Some anti-inflammatory drugs such as aspirin, estrogen and the antioxidant Fluimucil (N-acetylcysteine) can improve the efficacy of existing schizophrenia treatments, new research shows.

For some time, it has been suggested that helping the immune system may benefit the treatment of schizophrenia, but until now there has been no conclusive evidence that this would be effective. However, a comprehensive meta-analysis of all robust studies on the effects of adding anti-inflammatories to antipsychotic medication, conducted by researchers at the University of Utrecht in the Netherlands and presented at the European College of Neuropsychopharmacology (ECNP) conference in Berlin, provides significant evidence that some, but not all, anti-inflammatories can improve symptoms in schizophrenia patients.

Aspirin, estrogens (in women) and Fluimicil show particularly promising results, but other anti-inflammatoriess - including celecoxib, minocycline, davunetide and fatty acids - have no significant effect, says the analysis, which pulls together data from 26 double-blind randomised controlled trials.

The immune system is linked to certain psychiatric disorders such as schizophrenia and bipolar disorder, and schizophrenia in particular is linked to the HLA gene system, which is found on chromosome 6 in humans and controls many of the characteristics of the immune system.

Schizophrenia affects around 24 million people worldwide, but treatment has not changed much in over 50 years and largely relies on correcting the regulation of dopamine in the brain. This has been shown to help systems such as hallucinations and delusions, but has been unable to help many other symptoms such as decreased energy, lack of motivation and poor concentration. 

Also, 20%-30% of all patients do not respond to antipsychotic treatment, but co-treatment with anti-inflammatories holds the possibility of improving patients’ response to treatment, say the researchers, led by Iris Sommer of the department of psychiatry at Utrecht University’s medical centre.

“This study makes us realise that we need to be selective about which anti-inflammatory we use. Now that we know that some effects are replicated, we need to refine our methods to see if we can turn it into a real treatment,” said Prof Sommer. 

Studies such a multicentre trial which has just started, using simvastatin to reduce inflammation in the brain of schizophrenia patients, will provide the proof of concept for targeting the immune system in schizophrenia, she added.

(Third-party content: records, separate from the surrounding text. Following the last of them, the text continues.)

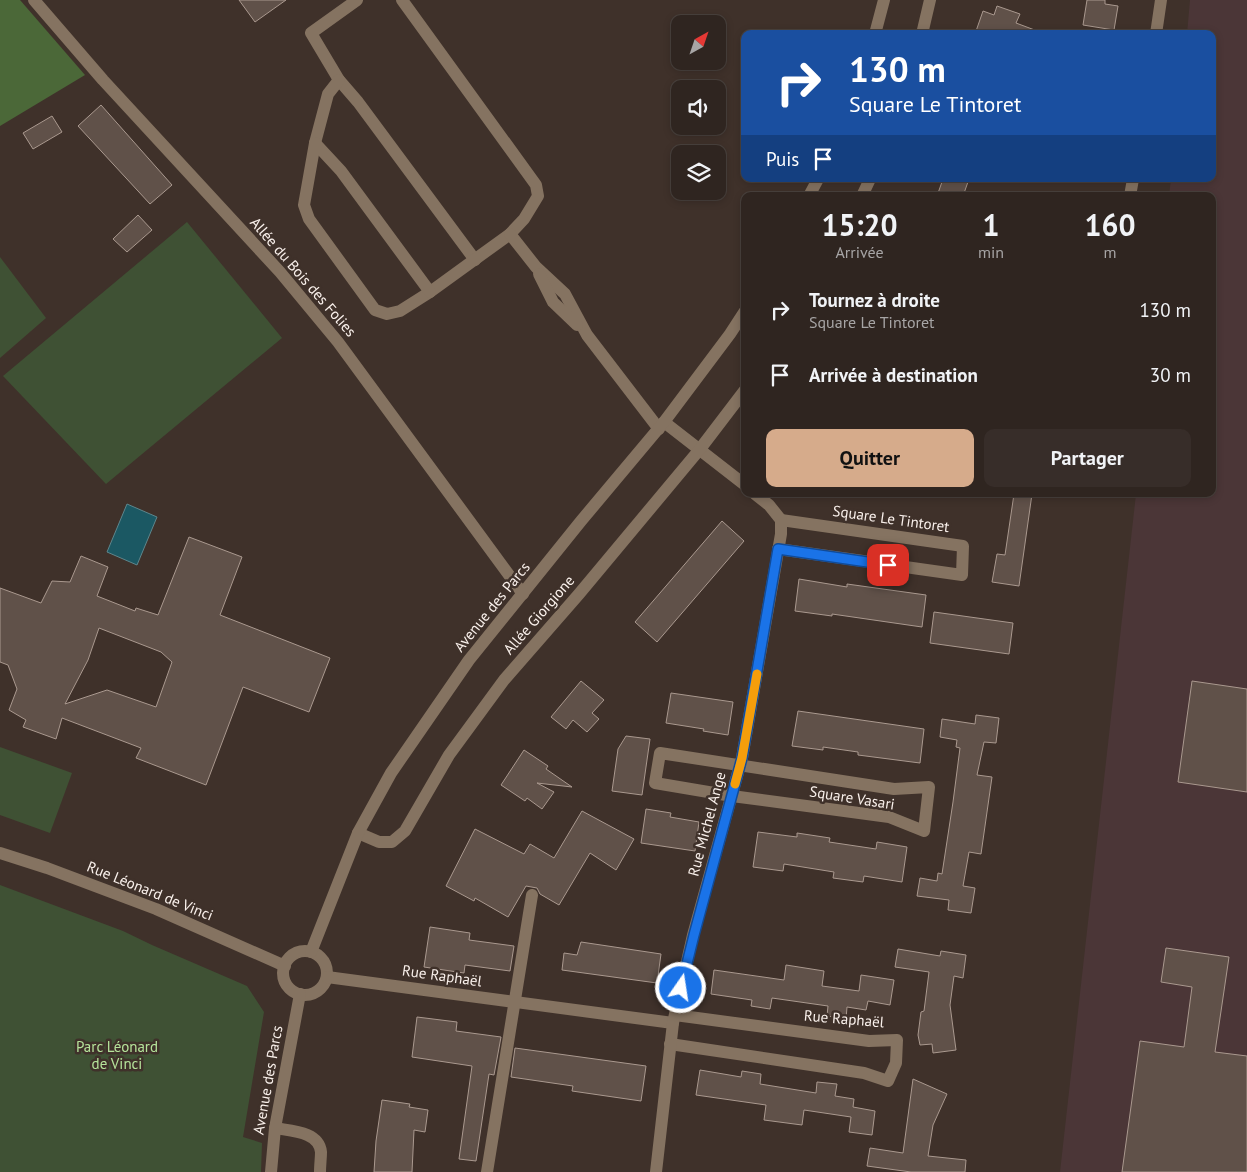 <!DOCTYPE html>
<html lang="fr">
<meta charset="utf-8">
<style>
:root{--surface:#2f2520;--page:#372d29;--text:#f1f3f6;--muted:#a7a5a5;--line:#4a423e;--accent:#d6ab8b}
body{margin:0;font-family:"PT Sans",sans-serif;background:var(--page);color:var(--text);height:100vh;display:flex;flex-direction:column;font-size:19px;white-space:nowrap}
*{box-sizing:border-box;margin:0}
p{font-size:16px;color:var(--muted)}
.icon{flex:none;width:28px;height:28px;fill:none;stroke:currentColor;stroke-width:2;stroke-linecap:round;stroke-linejoin:round}
.map{position:relative;flex:1;overflow:hidden}
.drawer{position:absolute;left:741px;top:192px;width:475px;height:305px;display:flex;flex-direction:column;background:var(--surface);border-radius:10px;box-shadow:0 2px 8px #0003,0 0 0 1px var(--line)}
.drawer>*{flex:none}
.banner{position:absolute;left:741px;top:30px;width:475px;height:152px;border-radius:10px;box-shadow:0 2px 8px #0003,0 0 0 1px var(--line);background:#1a4fa0;color:#fff;overflow:hidden}
.needle{width:32px;rotate:40deg}
.fabs{position:absolute;left:671px;top:15px;display:grid;gap:10px}
.fabs a{display:grid;place-items:center;width:55px;height:55px;border-radius:10px;background:var(--surface);box-shadow:0 2px 8px #0003,0 0 0 1px var(--line);font-size:25px}
.pin{position:absolute;display:grid;place-items:center;width:42px;height:42px;color:#fff;margin:-21px;border-radius:10px;box-shadow:0 2px 8px #0006}
.me{position:absolute;width:55px;margin:-28px;rotate:13deg;stroke-linejoin:round;filter:drop-shadow(0 0 4px #0008)}
.turn{display:flex;align-items:center;gap:18px;height:105px;padding:0 25px;font-size:22px}
.turn .icon{width:65px;height:65px;stroke-width:2.5}
.turn b{display:block;font-size:35px;line-height:42px}
.then{display:flex;align-items:center;height:48px;padding:0 25px;background:#0003;gap:10px;font-size:19px}
.eta{display:flex;justify-content:space-evenly;align-items:center;height:85px;text-align:center}
.eta b{font-size:30px;font-weight:600;line-height:35px}
.cta{display:flex;gap:10px;margin-top:auto;padding:10px 25px}
.cta a{flex:1;height:58px;border-radius:10px;background:var(--accent);color:#111;font-size:20px;font-weight:600;line-height:58px;text-align:center}
.cta a+a{background:var(--page);color:var(--text)}
ul{padding:0;list-style:none}
li{display:flex;align-items:center;gap:15px;height:65px;padding:0 25px}
li div{flex:1}
li b{display:block;font-size:19px}
li em{font-style:normal}
.map>svg:first-child{display:block}
.industrial{fill:#4b3637}
.green{fill:#3f5134}
.forest{fill:#4b6838}
.water{fill:#1b5863;stroke:#5e868c}
.building{fill:#605149;stroke:#aa998f;fill-rule:evenodd}
.lines{fill:none;stroke-linecap:round;stroke-linejoin:round}
.minor{stroke:#857361;stroke-width:12}
.route-casing{stroke:#114b97;stroke-width:12}
.route{stroke:#1a73e8;stroke-width:9}
.slow{stroke:#f59e0b;stroke-width:9}
.labels{text-anchor:middle;stroke-width:5;stroke-linejoin:round;paint-order:stroke}
.street-label{font-size:15px;fill:#faf1ec;stroke:#3f312a}
.park-label{font-size:15px;fill:#b5e39a;stroke:#3f312a}
</style>
<div class="map">
<svg width="1247" height="1172" viewBox="0 0 1247 1172">
<rect width="100%" height="100%" fill="#3f312a"/>
<polygon class="industrial" points="1190,0 1247,0 1247,1172 1060,1172 1136,494 1212,494 1212,196 1169,196 1171,179 1212,179 1212,34 1187,34"/>
<g class="green">
<polygon points="187,222 282,338 106,484 3,376"/>
<polygon points="0,257 46,318 0,358"/>
<polygon points="0,747 72,773 50,833 0,815"/>
<polygon points="0,885 123,931 152,945 247,986 264,1012 243,1137 262,1143 261,1172 0,1172"/>
</g>
<polygon class="forest" points="0,0 20,0 85,75 0,126"/>
<polygon class="water" points="127,504 157,517 137,565 107,552"/>
<g class="building">
<polygon points="239,0 286,0 255,22"/>
<polygon points="1087,0 1105,0 1105,4 1118,6 1114,30 1083,25"/>
<polygon points="997,6 1020,14 1016,23 1040,32 1039,34 975,34 983,11 994,15"/>
<polygon points="101,105 172,185 150,204 78,126"/>
<polygon points="52,116 62,132 33,149 23,133"/>
<polygon points="943,179 969,179 963,196 937,196"/>
<polygon points="138,215 152,230 127,252 113,239"/>
<polygon points="1014,494 1032,494 1019,586 992,582 997,554 1005,555"/>
<polygon points="722,521 744,541 657,642 635,622"/>
<path d="M 189,537 L 242,557 L 220,615 L 330,658 L 309,712 L 243,687 L 206,785 L 136,758 L 141,748 L 62,718 L 56,739 L 23,727 L 26,720 L 9,710 L 17,689 L 8,665 L 0,662 L 0,588 L 41,603 L 52,581 L 70,582 L 81,556 L 108,567 L 97,596 L 135,611 L 136,608 L 158,615 ZM 99,628 L 161,652 L 172,662 L 156,707 L 107,690 L 65,704 L 88,660 Z"/>
<polygon points="799,579 847,587 847,584 926,595 922,627 832,614 832,616 795,611"/>
<polygon points="934,612 1013,623 1009,654 930,643"/>
<polygon points="581,681 604,700 592,713 599,719 587,732 573,720 566,729 551,717"/>
<polygon points="1192,681 1247,689 1247,792 1178,782"/>
<polygon points="671,693 733,702 728,735 703,731 704,729 666,723"/>
<polygon points="798,711 924,729 920,763 858,755 858,752 823,747 823,750 792,746"/>
<polygon points="976,715 999,718 996,743 984,742 977,775 992,777 981,854 969,852 963,886 975,888 971,913 948,910 949,900 917,896 920,878 937,881 938,873 942,874 953,802 960,748 956,747 957,740 940,737 942,719 975,724"/>
<polygon points="626,736 650,739 642,795 612,791 618,749"/>
<polygon points="524,750 548,766 546,769 572,787 537,783 554,792 542,809 527,798 525,801 501,785"/>
<polygon points="646,809 671,813 670,817 699,822 695,851 641,843"/>
<polygon points="582,811 634,839 616,870 590,853 559,905 540,894 537,888 526,886 508,917 475,898 474,901 446,886 475,829 524,854 530,844 554,858"/>
<polygon points="758,832 797,837 797,833 830,838 829,842 876,849 877,842 907,847 902,882 864,876 863,882 833,878 834,872 784,864 783,871 753,867"/>
<polygon points="430,927 470,933 469,940 514,946 510,971 465,965 464,973 424,967"/>
<polygon points="581,942 661,954 657,983 562,970 564,953 577,955"/>
<polygon points="1166,948 1229,957 1215,1052 1247,1056 1247,1172 1122,1172 1140,1041 1184,1047 1192,987 1161,982"/>
<polygon points="898,949 940,956 941,951 966,955 963,978 954,976 950,1005 956,1050 933,1053 932,1044 920,1045 918,1035 921,1012 924,1011 929,972 895,967"/>
<polygon points="786,965 824,971 822,986 859,991 861,975 894,980 890,1005 868,1001 866,1010 847,1007 846,1019 827,1016 828,1006 772,998 770,1009 751,1006 752,1000 711,994 714,970 784,980"/>
<polygon points="417,1017 457,1022 456,1031 501,1037 494,1075 489,1074 476,1161 459,1159 472,1066 412,1057"/>
<polygon points="515,1048 646,1066 641,1101 572,1091 573,1086 511,1077"/>
<polygon points="700,1070 741,1077 742,1071 761,1074 760,1084 816,1093 817,1082 837,1084 835,1096 854,1099 853,1107 875,1111 872,1135 849,1132 851,1117 804,1110 802,1125 764,1120 766,1105 696,1095"/>
<polygon points="913,1079 947,1094 933,1125 928,1156 966,1160 965,1172 911,1172 867,1166 870,1148 903,1153"/>
<polygon points="382,1100 410,1104 409,1107 428,1110 425,1132 414,1130 412,1172 374,1172 376,1141"/>
</g>
<g class="lines">
<g class="minor">
<polyline points="34,0 103,80 280,272 338,342 523,594"/>
<polyline points="357,0 311,33 339,80 358,102 475,260"/>
<polyline points="875,34 884,0"/>
<polyline points="922,34 930,0"/>
<polyline points="1156,34 1161,0"/>
<polyline points="339,80 328,94 315,143 304,205 309,219 375,310 387,314 400,311 430,292 510,234 524,219 538,196 536,185 402,0"/>
<polyline points="315,143 341,171 430,292"/>
<polyline points="809,196 818,179"/>
<polyline points="862,196 870,179"/>
<polyline points="1130,196 1133,179"/>
<polyline points="510,234 536,267 565,294 587,335 659,429"/>
<polyline points="539,274 553,302 577,325"/>
<polyline points="664,422 745,485"/>
<polyline points="778,549 962,575 963,546 781,520"/>
<polygon points="660,753 894,789 929,787 924,831 889,817 732,796 655,783"/>
<polyline points="358,833 379,842 392,842 405,831 449,755 504,680 579,594 700,449 745,390"/>
<polyline points="0,853 47,868 156,909 285,966"/>
<circle cx="305" cy="973" r="22"/>
<polyline points="311,952 358,833 391,773 469,660 581,521 664,422 730,334 745,311"/>
<polyline points="327,977 673,1023"/>
<polyline points="670,1044 864,1073 888,1081 896,1063 897,1040 869,1041 675,1015"/>
<path d="M 275,1128 C 290,1131 319,1131 321,1152 C 321,1158 320,1165 320,1172"/>
<polyline points="271,1172 275,1128 300,994"/>
<polyline points="487,1172 532,895"/>
<polyline points="656,1172 673,1023 693,935 742,758 781,534 781,520 769,505 755,494"/>
</g>
</g>
<g class="lines">
<g class="route-casing">
<polyline id="route" points="681,988 694,935 742,758 778,549 888,565"/>
</g>
<use href="#route" class="route"/>
<polyline class="slow" points="735,784 742,758 757,674"/>
</g>
<g class="labels">
<g class="street-label">
<text transform="translate(303 277) rotate(49)" y="5">Allée du Bois des Folies</text>
<text transform="translate(891 519) rotate(8)" y="5">Square Le Tintoret</text>
<text transform="translate(492 607) rotate(-51)" y="5">Avenue des Parcs</text>
<text transform="translate(539 615) rotate(-49)" y="5">Allée Giorgione</text>
<text transform="translate(852 798) rotate(9)" y="5">Square Vasari</text>
<text transform="translate(707 824) rotate(-75)" y="5">Rue Michel Ange</text>
<text transform="translate(150 891) rotate(22)" y="5">Rue Léonard de Vinci</text>
<text transform="translate(442 976) rotate(8)" y="5">Rue Raphaël</text>
<text transform="translate(844 1019) rotate(5)" y="5">Rue Raphaël</text>
<text transform="translate(268 1080) rotate(-80)" y="5">Avenue des Parcs</text>
</g>
<g class="park-label">
<text x="117" y="1052">Parc Léonard<tspan x="117" dy="17">de Vinci</tspan></text>
</g>
</g>
</svg>
<div class="fabs">
<a><svg class="needle" viewBox="-14 -14 28 28"><path d="M0-13l5 13h-10z" fill="#e53935"/><path d="M0 13l5-13h-10z" fill="#a7a5a5"/></svg></a>
<a><svg class="icon" aria-label="sound" viewBox="0 0 24 24"><path d="M4 9h4l5-4v14l-5-4H4zM17 9q2 3 0 6"/></svg></a>
<a><svg class="icon" aria-label="layers" viewBox="0 0 24 24"><path d="M12 4l9 5-9 5-9-5zM3 14l9 5 9-5"/></svg></a>
</div>
<div class="pin" style="left:888px;top:565px;background:#d93025"><svg class="icon" aria-label="arrive" viewBox="0 0 24 24"><path d="M6 21V4h12l-3 4 3 4H6"/></svg></div>
<svg class="me" style="left:681px;top:988px" viewBox="-20 -20 40 40"><circle r="17" fill="#1a73e8" stroke="#fff" stroke-width="3"/><path d="M0-11L8 9 0 5-8 9z" fill="#fff"/></svg>
<div class="banner">
<div class="turn"><svg class="icon" aria-label="right" viewBox="0 0 24 24"><path d="M7 20v-9h11M14 6l5 5-5 5"/></svg><div><b>130 m</b>Square Le Tintoret</div></div>
<div class="then">Puis<svg class="icon" aria-label="arrive" viewBox="0 0 24 24"><path d="M6 21V4h12l-3 4 3 4H6"/></svg></div>
</div>
<section class="drawer">
<div class="eta">
<div><b>15:20</b><p>Arrivée</p></div>
<div><b>1</b><p>min</p></div>
<div><b>160</b><p>m</p></div>
</div>
<ul>
<li><svg class="icon" aria-label="right" viewBox="0 0 24 24"><path d="M7 20v-9h11M14 6l5 5-5 5"/></svg><div><b>Tournez à droite</b><p>Square Le Tintoret</p></div><em>130 m</em></li>
<li><svg class="icon" aria-label="arrive" viewBox="0 0 24 24"><path d="M6 21V4h12l-3 4 3 4H6"/></svg><div><b>Arrivée à destination</b></div><em>30 m</em></li>
</ul>
<div class="cta"><a>Quitter</a><a>Partager</a></div>
</section>
</div>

Commenting on the findings for ECNP, Celso Arango of the Gregoria Maranon University General Hospital in Madrid, Spain, noted that inflammation and oxidative stress seem to be important factors in different mental disorders. Animal models and clinical trials have shown that antioxidants and anti-inflammatory drugs could not only reduce symptoms associated with the disorders but also prevent the appearance of neurobiological abnormalities and transition to psychosis if given early during brain development.

The Utrecht study “is a step towards the possibility of better treatment, but we need more research in this area, especially with younger subjects where we might expect more brain plasticity,” said Prof Arango.